Tara watched the students fight for a good spot at the window; she couldn’t see any gorillas over the chaos. Like puppies vying for adoption, the students crawled all over each other to get to the best view at the window.
“The male can weigh as much as 600 pounds. Stop shoving now, everyone take a look,” said Mrs. Ross.
Tara popped and squeaked on her crutches to find a place where she could see the gorillas. Billy Higgins followed after her.
“Where are you going, Pukey?” Billy asked.
“Leave me alone. And don’t call me that.”
“I know a place where we can get a really good look at that silverback,” Billy said.
Tara stopped and looked at him suspiciously. “I’m listening.”
“But you have to climb a tree.”
“Forget it.”
“No, you can do it. I’ll boost you up.”
“No thank you,” Tara said emphatically.
“Aw, c’mon. Don’t be a scaredy-cat.”
“I’m not a scaredy-cat.” Tara looked down at her legs. “I just can’t climb a tree, is all.”  Not in this world, at least.  
“I promise you’ll be fine.  I’ll boost you up on my shoulders.”  Billy was really becoming persistent now.  “It’s just around this corner, honest.”
“Show me.”  
Tara followed after him as fast as she could walk.  Billy stopped in front of a twisting eucalyptus tree that leaned over a short fence.  He held out his arms proudly.
“I don’t know…”
Billy climbed the tree himself and crouched on a branch a few feet from the fence.  Something inside the paddock caught his attention and he seemed to forget about Tara for a second.    
“What is it?” Tara asked.
“I think one of the gorillas is hurt,” Billy said.  “He’s bleeding a little bit on the side of his head.”  Suddenly Billy’s face twisted into a disgusted grimace.  “He’s licking the blood off his finger.  Yuck.”
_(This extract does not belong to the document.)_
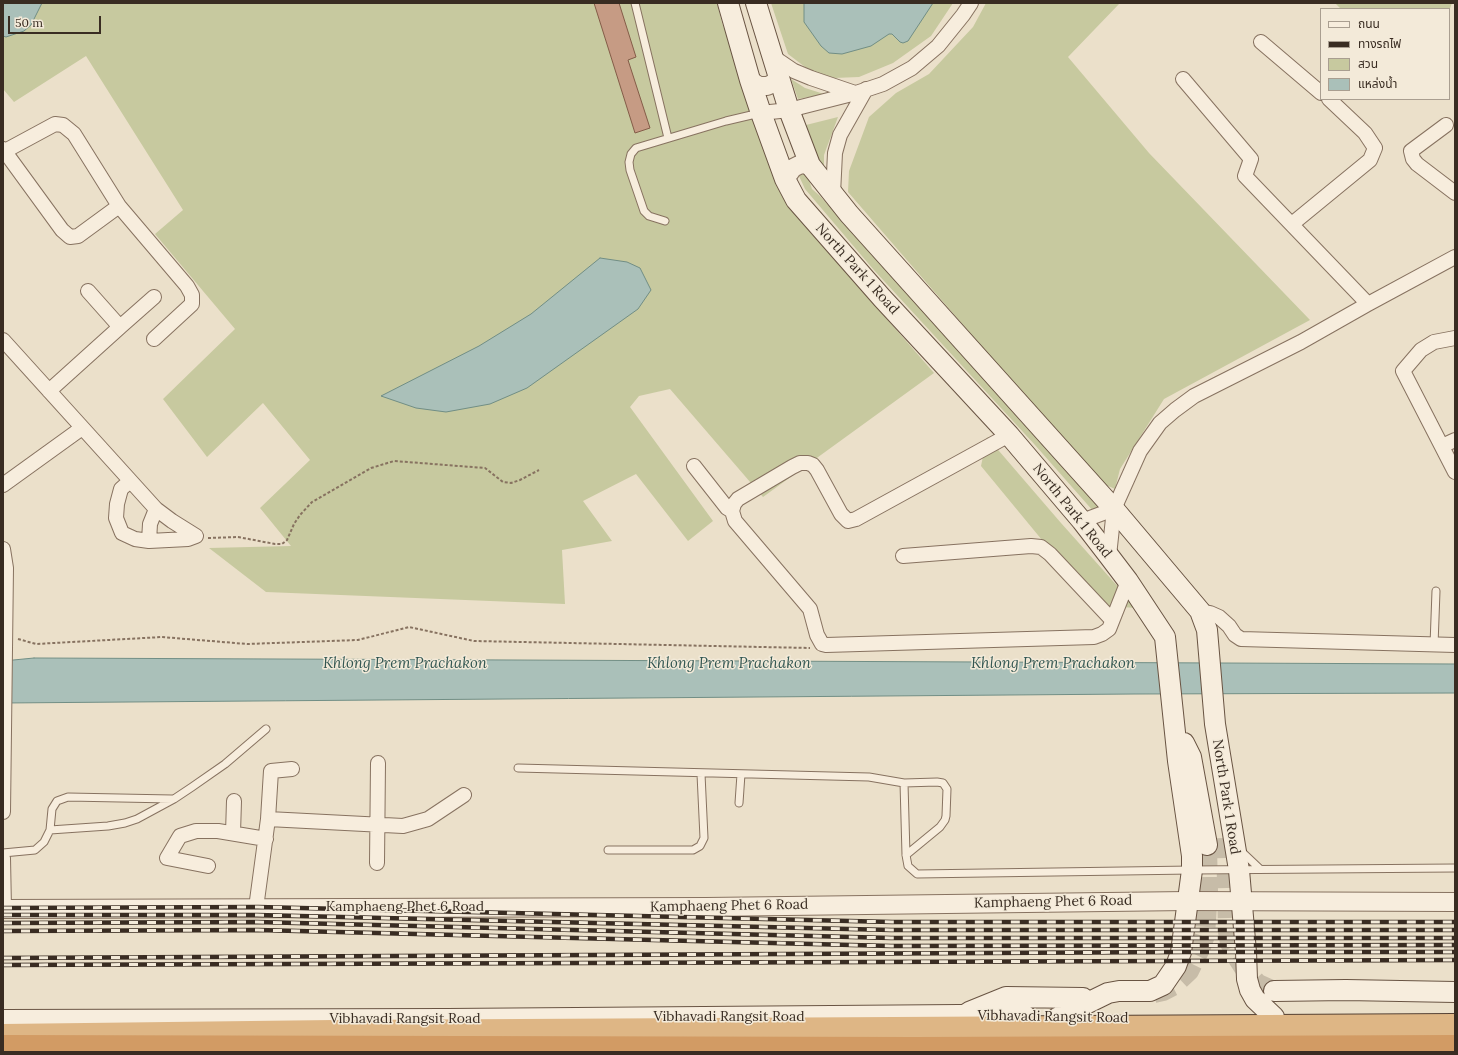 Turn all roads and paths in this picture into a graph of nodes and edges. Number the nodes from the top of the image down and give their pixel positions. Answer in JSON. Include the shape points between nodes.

“Boost me up,” Tara said.  “C’mon Billy.  I want to see.”  
“It’s so big,” Billy said amazed.  “He’s right by the fence—and he’s looking right at me.”  Billy waved his hand.  “You should get up here and see this.”
“Help me,” Tara said.  She hated the sound of those words coming out of her mouth, especially when they were directed towards a toad like Billy Higgins.  
Billy climbed down the tree and before Tara knew what was happening, he lifted her onto his shoulders and pushed her up the trunk of the eucalyptus tree.  Tara let her crutches fall to the ground and pulled herself onto the branch.  Her heart was racing now, she was eight feet off the ground, higher than she had ever climbed before.  But Billy was right, she could see the silverback as clear as day from this vantage point.  Its two black eyes were like shiny stones you’d find near a river.  The gorilla had a look of perpetual weariness on its face.
“It’s amazing,” Tara said overjoyed.  “Absolutely breathtaking.”    
The gorilla had a small cut on the side of its head and it was jabbing at the wound with its enormous fingers.    
“Poor thing is hurt,” Tara observed.  “I wonder if it got into a fight with one of the other—”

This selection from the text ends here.